William Hopkins part 2

It is at this point, between 1861 and 1871, that we enter the realm of speculation and family stories…

The family story is that William went to America to build a better life for himself and his family (the pottery industry being in a slump at this time), but came back because he missed the children.  In the meantime, in order to make ends meet, Hannah started a greengrocers business from their front room.
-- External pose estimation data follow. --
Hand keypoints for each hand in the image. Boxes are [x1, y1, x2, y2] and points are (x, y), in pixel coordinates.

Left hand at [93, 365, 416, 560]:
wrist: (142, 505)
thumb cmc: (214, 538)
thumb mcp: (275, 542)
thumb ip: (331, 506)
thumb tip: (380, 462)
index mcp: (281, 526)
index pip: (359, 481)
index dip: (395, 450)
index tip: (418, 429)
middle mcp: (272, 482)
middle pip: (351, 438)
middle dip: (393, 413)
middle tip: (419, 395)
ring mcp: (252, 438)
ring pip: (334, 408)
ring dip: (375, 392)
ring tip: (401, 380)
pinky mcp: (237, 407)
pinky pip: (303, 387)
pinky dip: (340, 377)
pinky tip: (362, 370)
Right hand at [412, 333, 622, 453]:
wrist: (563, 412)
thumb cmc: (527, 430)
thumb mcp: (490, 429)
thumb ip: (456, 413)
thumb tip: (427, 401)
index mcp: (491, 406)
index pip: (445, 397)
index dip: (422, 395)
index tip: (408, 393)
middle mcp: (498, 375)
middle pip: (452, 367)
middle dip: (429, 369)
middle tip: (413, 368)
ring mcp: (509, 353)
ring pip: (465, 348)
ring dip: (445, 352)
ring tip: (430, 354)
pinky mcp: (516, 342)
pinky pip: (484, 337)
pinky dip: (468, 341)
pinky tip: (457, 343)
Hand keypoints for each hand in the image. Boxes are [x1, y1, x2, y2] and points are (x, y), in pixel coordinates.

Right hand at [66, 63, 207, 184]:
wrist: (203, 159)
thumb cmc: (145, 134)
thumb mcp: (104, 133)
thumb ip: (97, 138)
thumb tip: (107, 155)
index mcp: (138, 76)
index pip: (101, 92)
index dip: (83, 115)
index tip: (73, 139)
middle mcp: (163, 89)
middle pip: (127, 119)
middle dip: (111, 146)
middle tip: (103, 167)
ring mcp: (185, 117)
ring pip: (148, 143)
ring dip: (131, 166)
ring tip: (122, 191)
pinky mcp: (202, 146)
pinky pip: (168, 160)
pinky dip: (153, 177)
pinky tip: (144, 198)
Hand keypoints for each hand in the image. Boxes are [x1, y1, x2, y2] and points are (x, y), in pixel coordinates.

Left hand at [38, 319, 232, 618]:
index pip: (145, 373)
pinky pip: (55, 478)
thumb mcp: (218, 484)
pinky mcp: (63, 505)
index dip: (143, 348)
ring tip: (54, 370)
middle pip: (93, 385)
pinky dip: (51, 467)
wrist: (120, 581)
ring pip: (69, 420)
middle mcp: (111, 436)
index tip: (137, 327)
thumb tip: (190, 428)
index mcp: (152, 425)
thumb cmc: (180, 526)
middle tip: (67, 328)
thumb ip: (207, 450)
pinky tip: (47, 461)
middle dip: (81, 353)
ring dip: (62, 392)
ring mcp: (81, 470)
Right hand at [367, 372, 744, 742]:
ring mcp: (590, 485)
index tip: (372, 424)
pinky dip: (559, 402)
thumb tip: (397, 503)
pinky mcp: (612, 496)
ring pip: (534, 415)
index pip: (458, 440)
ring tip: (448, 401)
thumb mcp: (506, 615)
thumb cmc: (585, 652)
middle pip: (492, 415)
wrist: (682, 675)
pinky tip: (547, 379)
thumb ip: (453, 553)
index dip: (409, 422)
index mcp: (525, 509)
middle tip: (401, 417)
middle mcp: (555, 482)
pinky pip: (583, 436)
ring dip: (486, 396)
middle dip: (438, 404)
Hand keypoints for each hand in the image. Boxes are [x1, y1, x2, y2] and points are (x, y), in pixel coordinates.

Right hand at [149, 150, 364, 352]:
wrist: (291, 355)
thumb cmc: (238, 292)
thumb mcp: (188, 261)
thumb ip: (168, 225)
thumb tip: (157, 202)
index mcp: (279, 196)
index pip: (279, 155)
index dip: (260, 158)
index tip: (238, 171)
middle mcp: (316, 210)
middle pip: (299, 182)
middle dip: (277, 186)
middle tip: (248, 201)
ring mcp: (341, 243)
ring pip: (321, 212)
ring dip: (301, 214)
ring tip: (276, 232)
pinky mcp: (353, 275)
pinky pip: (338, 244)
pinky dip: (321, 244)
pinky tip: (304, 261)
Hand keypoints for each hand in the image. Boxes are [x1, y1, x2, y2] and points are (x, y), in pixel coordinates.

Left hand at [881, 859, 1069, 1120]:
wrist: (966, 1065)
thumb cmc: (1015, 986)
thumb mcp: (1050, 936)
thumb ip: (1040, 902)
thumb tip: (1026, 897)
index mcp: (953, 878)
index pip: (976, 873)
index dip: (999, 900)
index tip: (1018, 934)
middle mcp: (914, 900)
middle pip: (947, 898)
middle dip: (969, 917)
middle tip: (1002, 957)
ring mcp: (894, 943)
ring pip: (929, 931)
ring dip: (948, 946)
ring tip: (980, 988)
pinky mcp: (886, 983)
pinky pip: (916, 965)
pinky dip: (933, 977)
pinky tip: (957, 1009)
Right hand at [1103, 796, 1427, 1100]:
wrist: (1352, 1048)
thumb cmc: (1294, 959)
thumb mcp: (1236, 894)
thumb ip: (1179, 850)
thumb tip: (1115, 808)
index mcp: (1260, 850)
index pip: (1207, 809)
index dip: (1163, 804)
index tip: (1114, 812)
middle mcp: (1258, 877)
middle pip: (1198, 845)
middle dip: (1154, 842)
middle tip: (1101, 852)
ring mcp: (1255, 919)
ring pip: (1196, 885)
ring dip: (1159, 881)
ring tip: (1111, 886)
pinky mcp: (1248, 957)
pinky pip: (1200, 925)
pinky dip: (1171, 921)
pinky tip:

I haven’t been able to find any concrete evidence for William’s trip to America, although there are several William Hopkins in passenger records of around the right age.  None are listed as potters though.   If it happened, it must be sometime between 1861 and 1871 because by the 1871 census, they are living at 35 High Street, Fenton, and Hannah is listed as a greengrocer.  The column for occupation is blank by William’s name, although in subsequent censuses it is he who is listed as greengrocer.  However, there is a line running from William’s name to ‘greengrocer’ as if the enumerator realised he had made a mistake and was correcting it.

hopkins census

If he did go, it must have been a fairly short visit because William and Hannah had children regularly every 2 years during that period – Elizabeth in 1863, Hannah in 1865, William in 1867, Mary Matilda in 1869 and my great grandfather, Ephraim Edward in 1871.  I suppose I could narrow down the dates at least to pin down the change of occupation by sending for all the birth certificates but at nearly £10 each it is a bit of a pricey operation!  I did wonder whether, if the America story is true, William’s brother Ephraim went there earlier and he went to look for him or visit him.  Maybe one day we will find out the truth.  He is not listed as a fruiterer/greengrocer in the 1868 Post Office Directory for Staffordshire, although his cousin Charles is listed as a shopkeeper in Well Street, Hanley.

Anyway, the end result was a change of career and a very successful one at that.  William and Hannah had 12 children in total, of whom 2 died in childhood, plus several greengrocers shops in Stoke.  Most of their children ended up running shops of their own or marrying traders of other descriptions.

In the 1881 census they are still at 35 High Street, Fenton; William is 48, a greengrocer.  In Kelly’s Directory he is listed in 1876 and 1884 as trading at 35 High Street and also 221/223 High Street west, Fenton.  In 1889 he is described as a potato dealer on his daughter Hannah’s marriage certificate.  In 1891 they are at 60 Market Street and William is aged 58, fruiterer/greengrocer. 

Their son Charles John was running a greengrocers shop at 7 London Road, Stoke in 1901.   Their daughter Martha Ellen married Samuel Willding in 1889 and in 1891 they were running a greengrocers in Howard Place, Shelton.  By 1911 Samuel is listed as a fruiterer, book dealer and general dealer!   In 1884 their daughter Elizabeth married Thomas Moseley, a butcher in Fenton, then Hanley then Smallthorne. Their daughter Hannah married John Broad, a farmer from Cheshire.  Their son William became a greengrocer in Liverpool Road, Stoke.  Their daughter Mary Matilda helped in the family business and then married Edward Parsons, and in 1911 they were running the Old Eagle Inn in Whitchurch, Shropshire.    My great grandfather Ephraim married Minnie Simpson and they ran a greengrocers in High Street, Fenton.  Their daughter Asenath married John Thomas Davies in 1901 and they ran a shop in Stoke.  Their daughter Matilda Rose married Samuel Higgins, a coal dealer.  And their youngest son George Henry was a fruit dealer in Shelton in 1901, married to Selina Hargreaves, but in 1906 got a ship to New Zealand without her, married someone else and settled in Australia… 

William died on 13 December 1891, aged 59.  He left £227 5sh and 2d plus several properties to his wife Hannah provided she did not remarry.  Hannah lived to be 83 and died in 1923, leaving £2,560. 

One Comment:

  1. That is an interesting story about William. Maybe it really was just for a visit and to scope things out for a possible permanent move.